What is needed is the number of lines in the data below that include "road", stated by itself.

Records contained in a dataset
====================
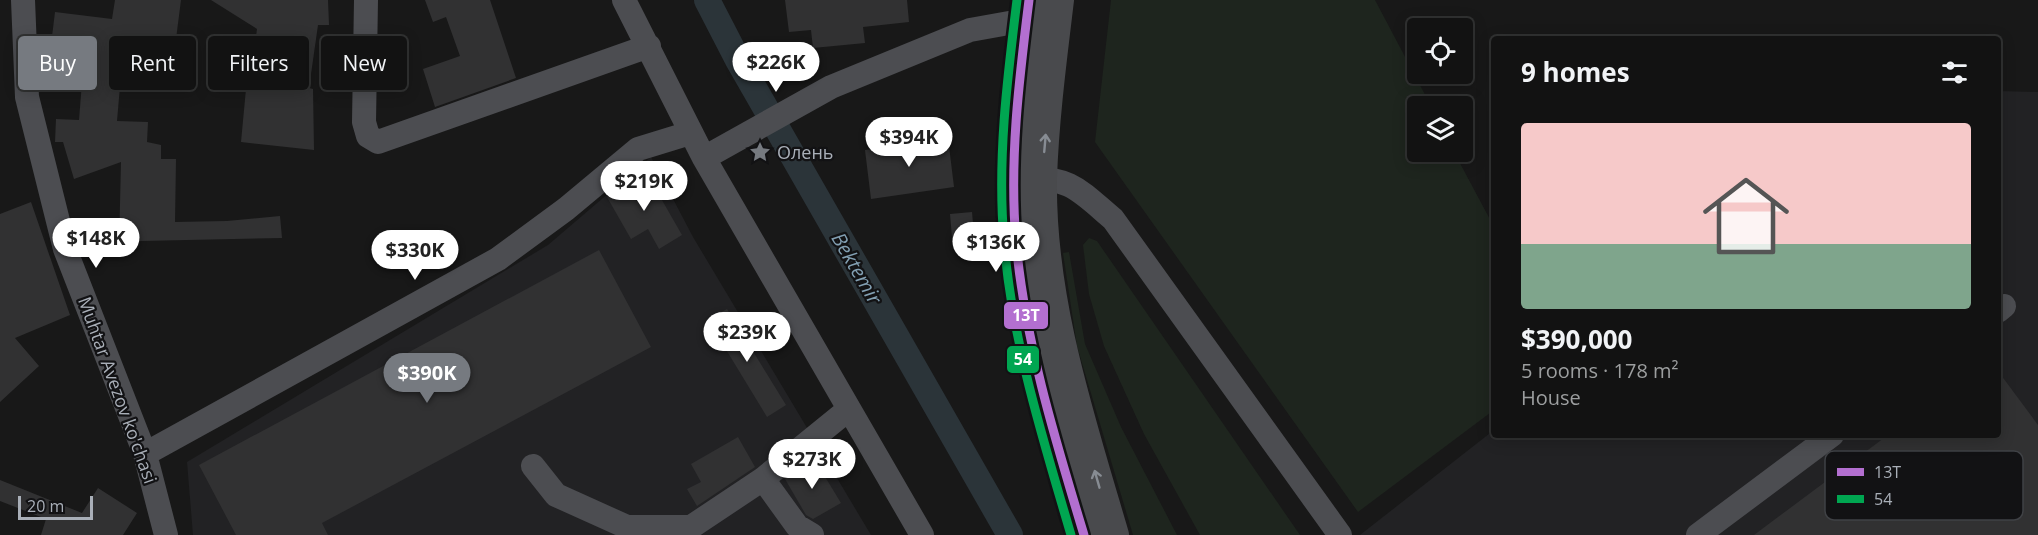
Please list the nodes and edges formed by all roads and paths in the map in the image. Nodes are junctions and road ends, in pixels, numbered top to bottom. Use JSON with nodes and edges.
{"nodes":[{"id":1,"x":23,"y":0,"type":"edge"},
{"id":2,"x":366,"y":0,"type":"edge"},
{"id":3,"x":624,"y":0,"type":"edge"},
{"id":4,"x":1028,"y":10,"type":"edge"},
{"id":5,"x":1057,"y":10,"type":"edge"},
{"id":6,"x":649,"y":45,"type":"junction"},
{"id":7,"x":690,"y":133,"type":"junction"},
{"id":8,"x":704,"y":158,"type":"junction"},
{"id":9,"x":1042,"y":177,"type":"junction"},
{"id":10,"x":1013,"y":178,"type":"junction"},
{"id":11,"x":849,"y":409,"type":"junction"},
{"id":12,"x":1828,"y":438,"type":"edge"},
{"id":13,"x":146,"y":454,"type":"junction"},
{"id":14,"x":533,"y":466,"type":"dead end"},
{"id":15,"x":763,"y":479,"type":"junction"},
{"id":16,"x":166,"y":535,"type":"edge"},
{"id":17,"x":812,"y":535,"type":"edge"},
{"id":18,"x":922,"y":535,"type":"edge"},
{"id":19,"x":1084,"y":535,"type":"edge"},
{"id":20,"x":1114,"y":535,"type":"edge"},
{"id":21,"x":1340,"y":535,"type":"edge"},
{"id":22,"x":1698,"y":535,"type":"edge"}],
"edges":[{"from":1,"to":13,"type":"street","name":"Muhtar Avezov ko'chasi"},
{"from":2,"to":6,"type":"street"},
{"from":3,"to":6,"type":"street"},
{"from":4,"to":5,"type":"street"},
{"from":4,"to":8,"type":"street"},
{"from":4,"to":10,"type":"main road"},
{"from":9,"to":5,"type":"main road","one_way":true},
{"from":6,"to":7,"type":"street"},
{"from":7,"to":8,"type":"street"},
{"from":7,"to":13,"type":"street"},
{"from":8,"to":11,"type":"street"},
{"from":9,"to":10,"type":"street"},
{"from":20,"to":9,"type":"main road","one_way":true},
{"from":9,"to":21,"type":"street"},
{"from":10,"to":19,"type":"main road"},
{"from":11,"to":15,"type":"street"},
{"from":11,"to":18,"type":"street"},
{"from":12,"to":22,"type":"street"},
{"from":13,"to":16,"type":"street","name":"Muhtar Avezov ko'chasi"},
{"from":14,"to":15,"type":"street"},
{"from":15,"to":17,"type":"street"}]}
====================
--- Output for this task ---
5